Records shown:
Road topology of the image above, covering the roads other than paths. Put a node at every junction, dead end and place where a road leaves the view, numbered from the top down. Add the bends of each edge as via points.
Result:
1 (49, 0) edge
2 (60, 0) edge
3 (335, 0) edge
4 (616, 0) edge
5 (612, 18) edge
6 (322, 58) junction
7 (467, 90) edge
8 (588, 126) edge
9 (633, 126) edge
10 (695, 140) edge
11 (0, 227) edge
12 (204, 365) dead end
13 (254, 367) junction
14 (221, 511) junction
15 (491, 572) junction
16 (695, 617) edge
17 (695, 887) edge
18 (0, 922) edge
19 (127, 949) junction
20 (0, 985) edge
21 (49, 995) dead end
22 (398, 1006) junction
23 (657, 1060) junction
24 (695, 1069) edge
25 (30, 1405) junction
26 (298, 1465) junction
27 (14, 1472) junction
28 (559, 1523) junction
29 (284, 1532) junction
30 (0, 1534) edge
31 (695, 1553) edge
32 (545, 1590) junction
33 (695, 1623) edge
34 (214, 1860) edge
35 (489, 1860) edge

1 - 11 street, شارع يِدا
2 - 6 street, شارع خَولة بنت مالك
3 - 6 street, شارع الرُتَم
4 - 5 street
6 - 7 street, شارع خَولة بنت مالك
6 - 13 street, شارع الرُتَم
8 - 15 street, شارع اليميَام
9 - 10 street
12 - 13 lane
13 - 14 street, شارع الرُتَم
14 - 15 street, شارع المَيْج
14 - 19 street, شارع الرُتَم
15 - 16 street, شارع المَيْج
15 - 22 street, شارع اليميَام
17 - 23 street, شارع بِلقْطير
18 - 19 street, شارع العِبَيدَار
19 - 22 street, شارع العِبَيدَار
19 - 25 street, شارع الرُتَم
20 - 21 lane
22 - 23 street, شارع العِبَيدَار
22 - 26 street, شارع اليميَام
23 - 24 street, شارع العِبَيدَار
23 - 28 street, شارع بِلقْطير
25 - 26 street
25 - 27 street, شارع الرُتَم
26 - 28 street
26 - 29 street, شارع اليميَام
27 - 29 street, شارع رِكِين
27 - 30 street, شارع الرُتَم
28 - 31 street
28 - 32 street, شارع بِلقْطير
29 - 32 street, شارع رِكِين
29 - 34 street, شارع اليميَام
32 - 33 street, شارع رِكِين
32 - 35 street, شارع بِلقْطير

...

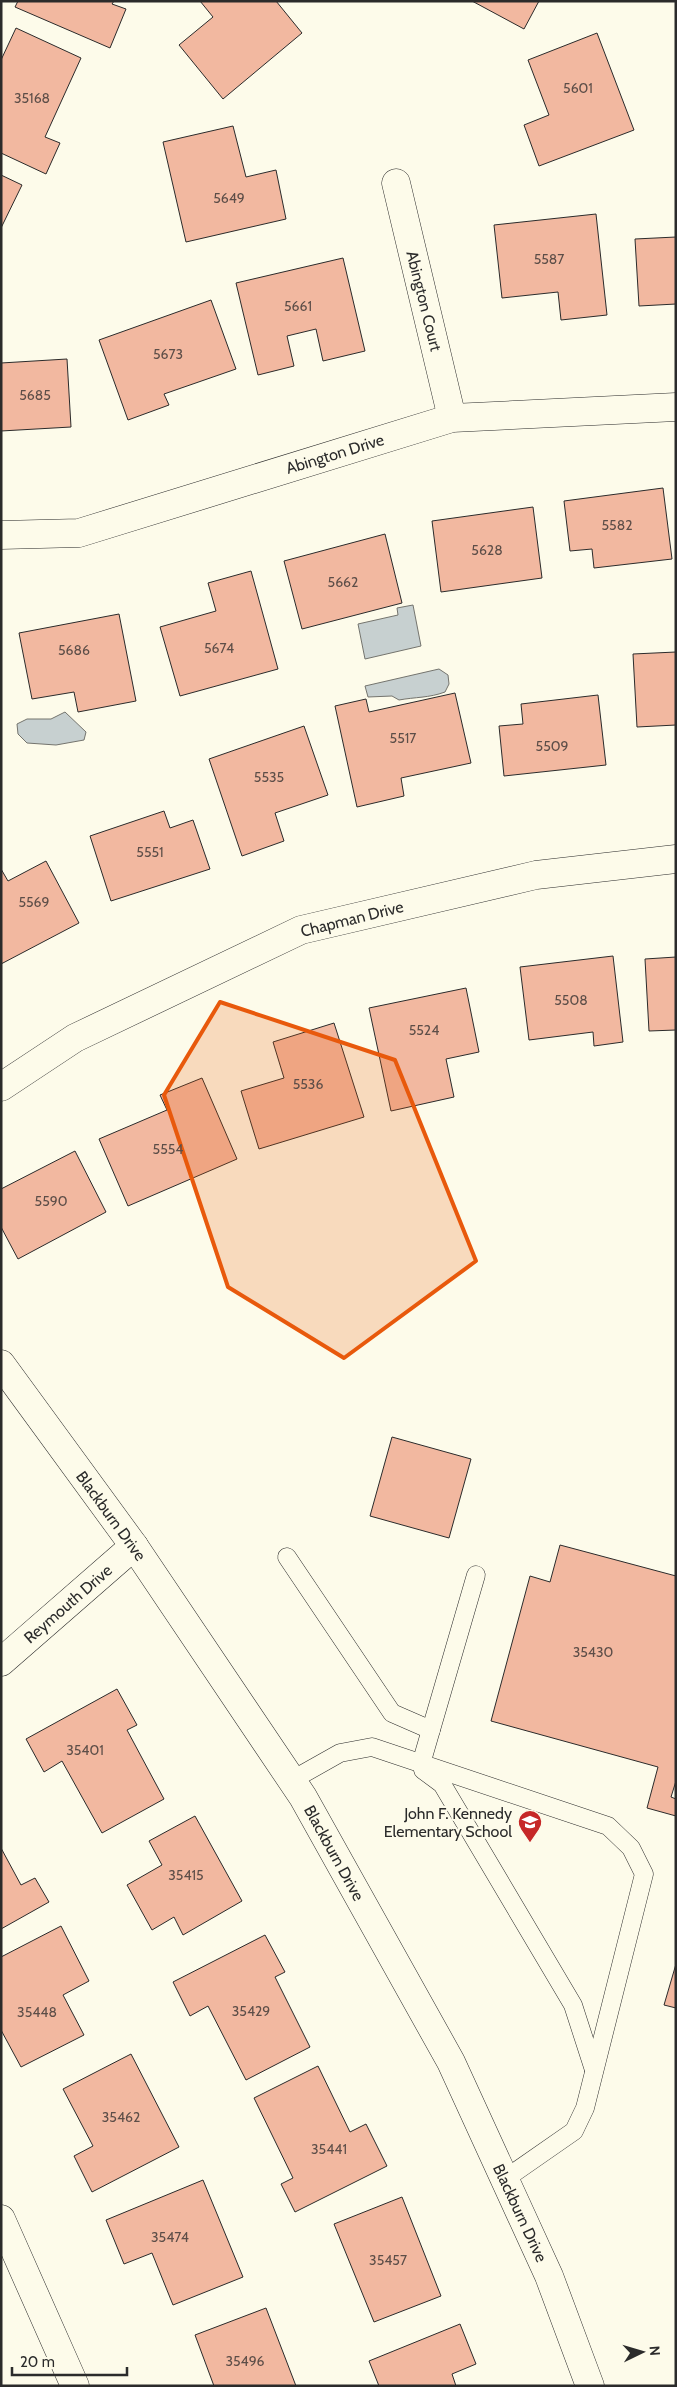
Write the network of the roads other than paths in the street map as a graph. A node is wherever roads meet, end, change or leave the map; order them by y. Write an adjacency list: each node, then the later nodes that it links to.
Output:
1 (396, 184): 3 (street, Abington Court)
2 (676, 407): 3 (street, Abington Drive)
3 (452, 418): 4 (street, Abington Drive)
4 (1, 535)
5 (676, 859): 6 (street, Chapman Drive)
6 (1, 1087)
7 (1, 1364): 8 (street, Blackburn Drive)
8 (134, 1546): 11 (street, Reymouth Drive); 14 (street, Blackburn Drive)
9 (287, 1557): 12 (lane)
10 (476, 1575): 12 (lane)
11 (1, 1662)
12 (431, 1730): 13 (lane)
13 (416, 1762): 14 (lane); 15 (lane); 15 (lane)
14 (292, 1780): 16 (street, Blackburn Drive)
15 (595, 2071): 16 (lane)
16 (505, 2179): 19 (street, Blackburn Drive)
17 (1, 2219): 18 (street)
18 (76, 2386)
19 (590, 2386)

---

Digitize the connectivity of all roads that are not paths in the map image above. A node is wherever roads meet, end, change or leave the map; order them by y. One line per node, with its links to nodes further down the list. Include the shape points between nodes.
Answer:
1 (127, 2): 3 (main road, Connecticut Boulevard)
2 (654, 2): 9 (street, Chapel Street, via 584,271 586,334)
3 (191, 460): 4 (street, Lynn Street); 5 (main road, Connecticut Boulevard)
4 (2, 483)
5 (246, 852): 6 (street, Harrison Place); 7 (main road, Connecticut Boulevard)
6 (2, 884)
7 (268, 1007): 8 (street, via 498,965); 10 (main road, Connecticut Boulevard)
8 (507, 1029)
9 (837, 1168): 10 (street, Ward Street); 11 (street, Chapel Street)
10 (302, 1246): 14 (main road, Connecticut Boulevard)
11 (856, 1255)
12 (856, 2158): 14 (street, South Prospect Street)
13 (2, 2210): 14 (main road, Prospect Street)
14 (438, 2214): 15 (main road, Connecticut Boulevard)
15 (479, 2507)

Instructions to follow:
The expected output is each line of the records above that includes the word "meet".

Exercise result:
Write the network of the roads other than paths in the street map as a graph. A node is wherever roads meet, end, change or leave the map; order them by y. Write an adjacency list: each node, then the later nodes that it links to.
Digitize the connectivity of all roads that are not paths in the map image above. A node is wherever roads meet, end, change or leave the map; order them by y. One line per node, with its links to nodes further down the list. Include the shape points between nodes.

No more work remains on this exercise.